Sep 14, 2018 (China Knowledge) - Chinese e-commerce company Pinduoduo Inc <PDD:NASDAQ> shares price increased by 30%, closing at USD 29.96 yersterday after endorsed with a buy rating of price target at USD 31.90, by Goldman Sachs.
Since its listing on 25 July, negative news surrounding the Chinese e-commerce giant has caused the shares price to fall below IPO price of USD 19. Since then, Pinduoduo has been struggling to address complaints and concerns from retailers in combating counterfeit goods on its platform by aligning itself with legitimate brands and highlight their flagship stores.

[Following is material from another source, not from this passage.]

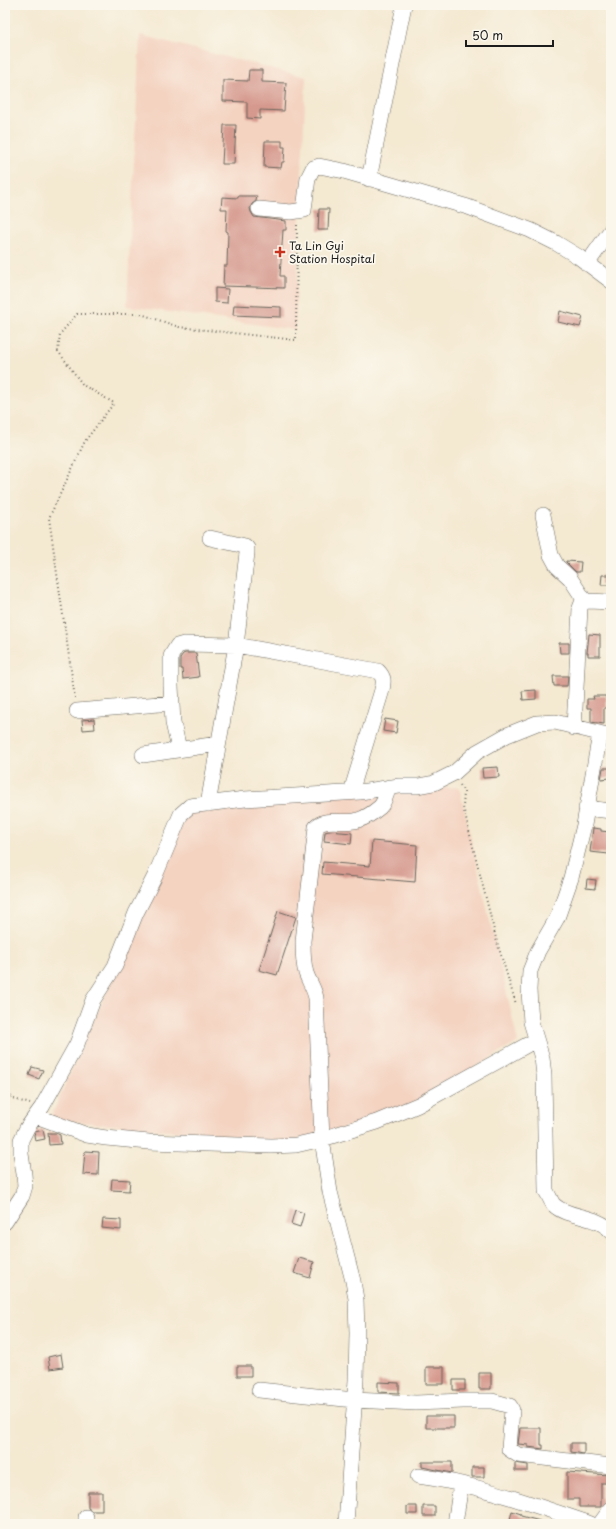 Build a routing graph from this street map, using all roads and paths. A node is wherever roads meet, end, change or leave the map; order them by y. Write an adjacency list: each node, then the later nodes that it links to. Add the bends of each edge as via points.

Pinduoduo is the world fastest-growing internet company based on both revenue and growth in 2018. The company surpassed a Gross Merchandise Value (GMV) of RMB 100 billion in 2 years in 2017 compared to 5 years for Alibaba and 10 years for JD. It now has 343.6 million active buyers with an annual GMV of RMB 262.1 billion.
On September 11, Pinduoduo’s partnership with Netease Yanxuan has been highlighted by an app update. Both companies have similar business model where they source products directly from the manufacturers and sell to customers at a lower price. However, Netease Yanxuan has managed to build a stronger reputation from lower-cost quality products than Pinduoduo.